__WORK INSTRUCTION__
Transcribe the records below exactly as they appear, omitting any pictures.

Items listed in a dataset
-- Opening Marker --

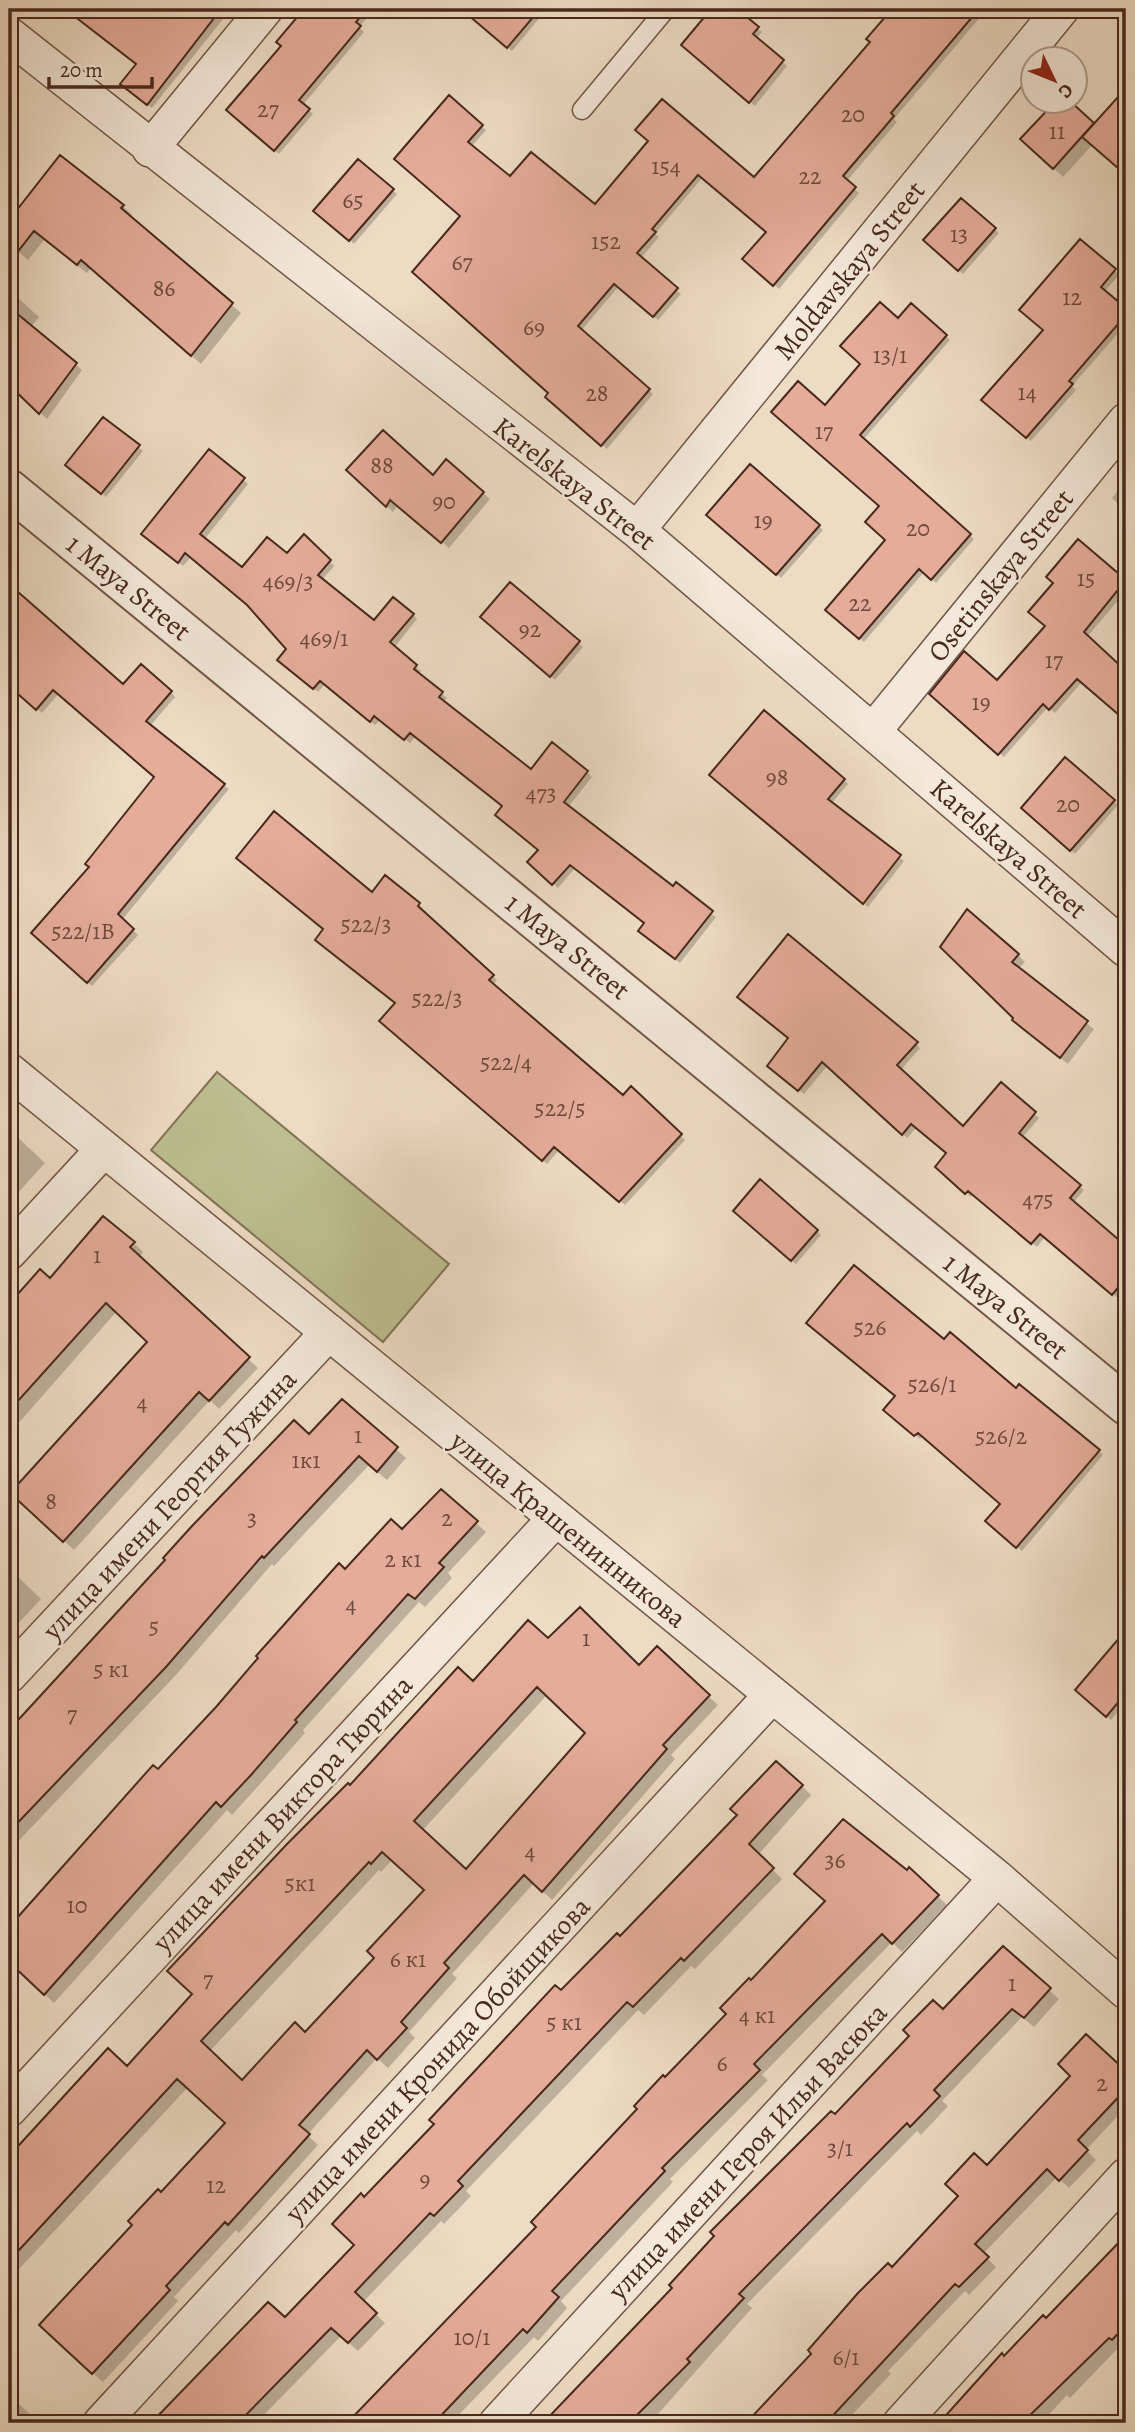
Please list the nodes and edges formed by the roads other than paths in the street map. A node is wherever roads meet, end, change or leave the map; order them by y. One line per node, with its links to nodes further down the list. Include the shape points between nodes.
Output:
1 (265, 9): 6 (street)
2 (666, 9): 5 (lane)
3 (1061, 9): 9 (street, Moldavskaya Street)
4 (9, 35): 6 (street, Karelskaya Street)
5 (582, 110)
6 (150, 149): 9 (street, Karelskaya Street)
7 (1126, 421): 10 (street, Osetinskaya Street)
8 (9, 489): 16 (street, 1 Maya Street)
9 (638, 530): 10 (street, Karelskaya Street)
10 (874, 730): 11 (street, Karelskaya Street)
11 (1123, 940)
12 (9, 1071): 13 (street, улица Крашенинникова)
13 (104, 1149): 14 (street); 15 (street, улица Крашенинникова)
14 (9, 1252)
15 (329, 1332): 17 (street, улица Крашенинникова); 18 (street, улица имени Георгия Гужина)
16 (1126, 1405)
17 (556, 1518): 19 (street, улица Крашенинникова); 22 (street, улица имени Виктора Тюрина)
18 (9, 1675)
19 (772, 1695): 20 (street, улица Крашенинникова); 24 (street, улица имени Кронида Обойщикова)
20 (997, 1878): 21 (street, улица Крашенинникова); 25 (street, улица имени Героя Ильи Васюка)
21 (1126, 1991)
22 (9, 2109)
23 (1126, 2176): 26 (street)
24 (102, 2423)
25 (497, 2423)
26 (901, 2423)

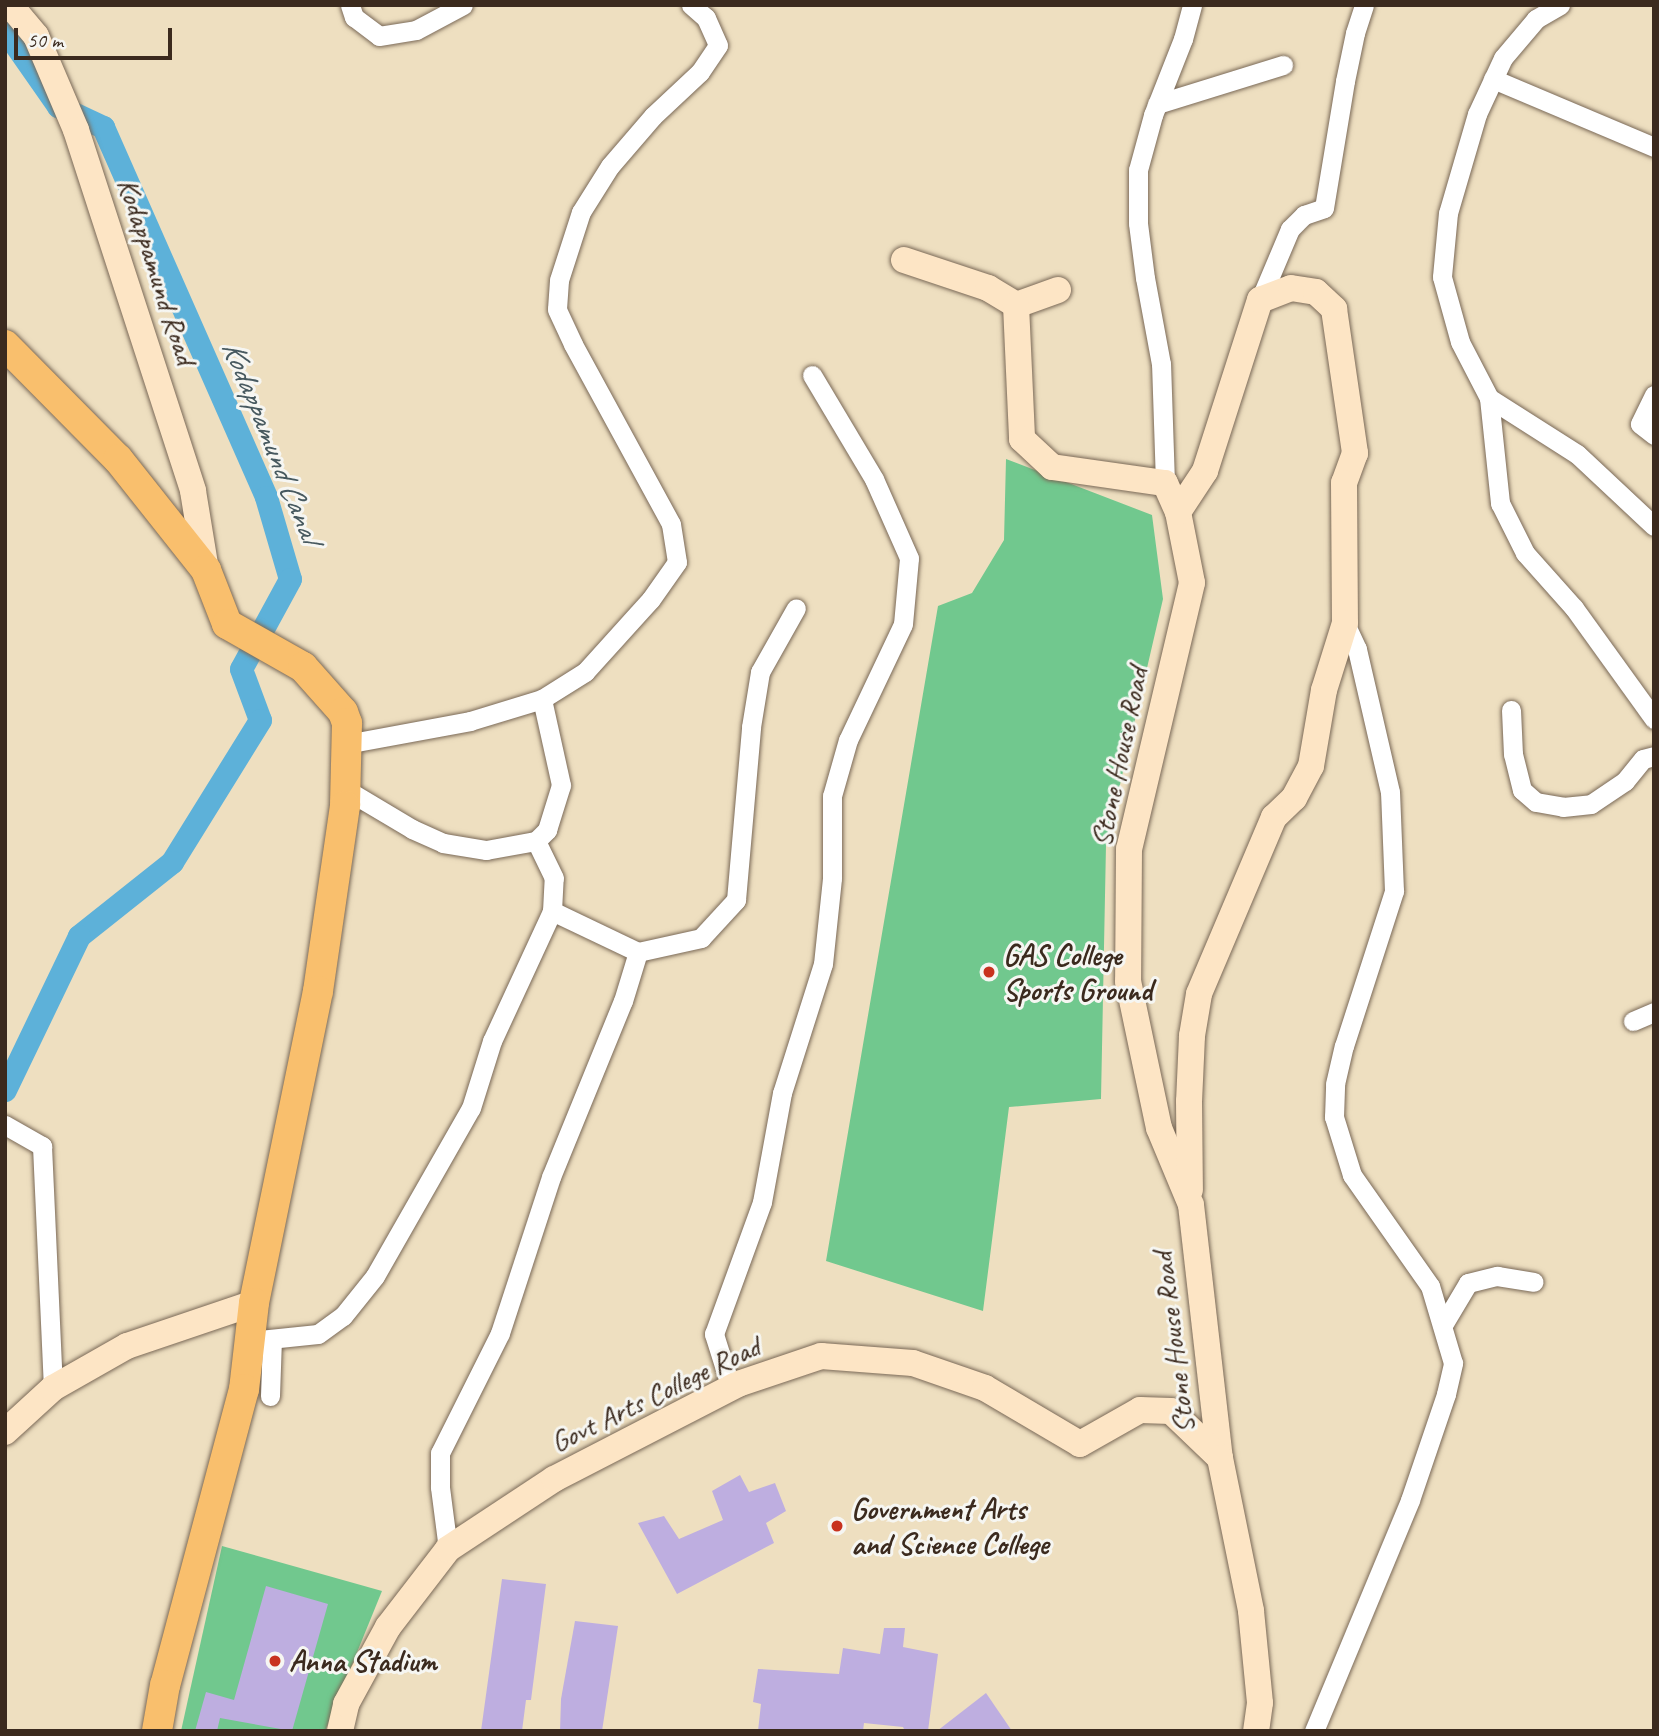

-- Closing Marker --

__SOLVED PROBLEM__
Please list the nodes and edges formed by the roads other than paths in the street map. A node is wherever roads meet, end, change or leave the map; order them by y. One line per node, with its links to nodes further down the list. Include the shape points between nodes.
Output:
1 (265, 9): 6 (street)
2 (666, 9): 5 (lane)
3 (1061, 9): 9 (street, Moldavskaya Street)
4 (9, 35): 6 (street, Karelskaya Street)
5 (582, 110)
6 (150, 149): 9 (street, Karelskaya Street)
7 (1126, 421): 10 (street, Osetinskaya Street)
8 (9, 489): 16 (street, 1 Maya Street)
9 (638, 530): 10 (street, Karelskaya Street)
10 (874, 730): 11 (street, Karelskaya Street)
11 (1123, 940)
12 (9, 1071): 13 (street, улица Крашенинникова)
13 (104, 1149): 14 (street); 15 (street, улица Крашенинникова)
14 (9, 1252)
15 (329, 1332): 17 (street, улица Крашенинникова); 18 (street, улица имени Георгия Гужина)
16 (1126, 1405)
17 (556, 1518): 19 (street, улица Крашенинникова); 22 (street, улица имени Виктора Тюрина)
18 (9, 1675)
19 (772, 1695): 20 (street, улица Крашенинникова); 24 (street, улица имени Кронида Обойщикова)
20 (997, 1878): 21 (street, улица Крашенинникова); 25 (street, улица имени Героя Ильи Васюка)
21 (1126, 1991)
22 (9, 2109)
23 (1126, 2176): 26 (street)
24 (102, 2423)
25 (497, 2423)
26 (901, 2423)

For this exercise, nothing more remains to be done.